All intrigue officially ended Wednesday, when Muhammad before a nationally televised audience announced he would attend UCLA.
The Bishop Gorman player chose the Bruins over Kentucky and Duke, which undoubtedly will point many back to a CBSSports.com story from February, which reported that “industry sources claimed for more than a year that Muhammad would almost certainly land at UCLA because adidas is heavily invested in Muhammad through his AAU team and that the Bruins are one of the shoe company’s flagship programs.”
Muhammad’s sister, professional tennis player Asia, has a contract with adidas.
In the end, adidas won out over those from Nike.
Or, as one college coach tweeted immediately following the announcement, “Wow. Shabazz Muhammad to UCLA. Three stripes and Kentucky’s out!”
I’m guessing Rice wasn’t all that surprised upon landing.
Admittedly, he wasn’t intimately involved in the process over the past year.
Bob Knight spoke long ago about how the role of a high school coach changed dramatically once AAU teams were formed and entourages were created and egos of top prospects grew to colossal heights as others consistently lavished praise upon them.
Rice has led the Gaels to three state championships in the past four years and annually deals with a roster of players whose college options are many.
But none has offered the intense recruiting of Muhammad, who the CBS story reported also might face a suspension to begin his college career for financial dealings in regard to recruiting visits.

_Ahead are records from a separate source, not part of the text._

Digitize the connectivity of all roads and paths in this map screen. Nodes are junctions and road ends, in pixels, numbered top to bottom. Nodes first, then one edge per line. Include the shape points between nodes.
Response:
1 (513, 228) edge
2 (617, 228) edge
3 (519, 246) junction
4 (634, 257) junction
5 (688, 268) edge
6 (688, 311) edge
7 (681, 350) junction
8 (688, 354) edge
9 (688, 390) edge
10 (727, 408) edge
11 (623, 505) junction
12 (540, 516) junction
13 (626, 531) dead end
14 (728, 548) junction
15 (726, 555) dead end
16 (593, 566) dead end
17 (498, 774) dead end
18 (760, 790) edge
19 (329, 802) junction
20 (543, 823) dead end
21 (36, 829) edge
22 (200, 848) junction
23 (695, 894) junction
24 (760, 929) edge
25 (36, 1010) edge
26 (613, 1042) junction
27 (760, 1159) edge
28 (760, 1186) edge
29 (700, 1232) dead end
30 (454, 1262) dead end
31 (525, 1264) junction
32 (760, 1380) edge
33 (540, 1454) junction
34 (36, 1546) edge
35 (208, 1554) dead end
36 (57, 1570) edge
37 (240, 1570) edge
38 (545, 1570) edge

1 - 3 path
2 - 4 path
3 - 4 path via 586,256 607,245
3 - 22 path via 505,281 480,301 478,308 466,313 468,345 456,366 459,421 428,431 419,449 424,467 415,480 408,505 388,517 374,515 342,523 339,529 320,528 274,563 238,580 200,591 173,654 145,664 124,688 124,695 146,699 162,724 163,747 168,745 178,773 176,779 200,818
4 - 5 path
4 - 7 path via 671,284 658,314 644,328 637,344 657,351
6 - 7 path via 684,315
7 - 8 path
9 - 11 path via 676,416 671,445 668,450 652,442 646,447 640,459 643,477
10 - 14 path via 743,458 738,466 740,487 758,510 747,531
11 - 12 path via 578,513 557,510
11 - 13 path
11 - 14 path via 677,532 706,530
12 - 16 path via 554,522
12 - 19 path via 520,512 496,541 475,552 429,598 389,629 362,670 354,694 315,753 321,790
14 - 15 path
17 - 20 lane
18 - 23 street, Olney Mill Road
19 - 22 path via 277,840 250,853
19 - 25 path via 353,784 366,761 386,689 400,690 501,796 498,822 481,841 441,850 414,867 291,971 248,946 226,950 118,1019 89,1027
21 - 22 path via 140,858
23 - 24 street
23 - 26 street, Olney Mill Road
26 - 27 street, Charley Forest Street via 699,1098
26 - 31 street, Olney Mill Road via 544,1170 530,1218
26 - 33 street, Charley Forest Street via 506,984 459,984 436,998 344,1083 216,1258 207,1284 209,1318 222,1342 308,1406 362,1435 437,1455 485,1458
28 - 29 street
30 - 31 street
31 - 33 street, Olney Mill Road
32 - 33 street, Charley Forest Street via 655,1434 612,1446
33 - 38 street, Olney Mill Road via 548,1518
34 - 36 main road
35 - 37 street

“His recruitment began two to three years ago, when it became apparent Shabazz had a chance to be among the best players in the country,” Rice said. “I told the family from the beginning that I was here for them, always here for questions or advice, but that it was obviously going to be a family decision. In the last year, Shabazz and his father were really the ones dealing with everything.
“(Recruiting) and my role has definitely been different this year and not just with Shabazz. I’ll be honest. It hasn’t been real enjoyable at times. It has often seemed like a lose-lose situation, definitely tough trying to do what’s right for all the kids and steer them in the direction that’s best for each one.”
The reason sits less than 15 miles from Bishop Gorman.
Rice is brother to UNLV coach Dave Rice, and when the latter returned to his alma mater to take control of the city’s most popular sports team, many assumed it opened a direct pipeline from the Gaels to the Rebels. But those are mostly fans thinking, unable to grasp the concept of a college program’s annual needs and number of scholarships available and what constitutes a good fit for both sides. Unable to grasp reality.
The top three players from Bishop Gorman this season all went elsewhere, with Muhammad to UCLA and Ben Carter to Oregon and Rosco Allen to Stanford. The Rebels did sign Gaels center Demetris Morant.
I never for a second believed Muhammad would choose the Rebels, would follow all the hype and attention he both received and drew upon himself via Twitter to remain home and play for a Mountain West Conference school over ones that made his final three choices.
Never believed it for a second.
Never thought it was a good idea, either.
He is a terrific player, a likely one-and-done prospect headed to the NBA at this time next year. But I’m not convinced he would have been the correct fit for what Dave Rice is trying to build at UNLV, not convinced in the least that, assuming Muhammad must sit games to begin his career, adding him to an already new mix of faces who immediately will expect minutes and shots would have benefited anyone for one season.
“Being a UNLV alumni and so close to my brother, I wouldn’t be telling you the truth if I didn’t say my hope is some Bishop Gorman kids go to UNLV,” Rice said. “I’d love them to end up there, but I’m not going to put any pressure on them in my role. That’s not fair for anyone involved. UNLV is a great fit for some kids. Other kids make different decisions.”
Shabazz Muhammad made his. He wants to be a Bruin, wants to help rebuild a suddenly losing program into a national contender, wants to see if his open-court game can speed up what has become a snail of an offense.
UCLA apparently was the right fit.
Just like a brand new pair of adidas.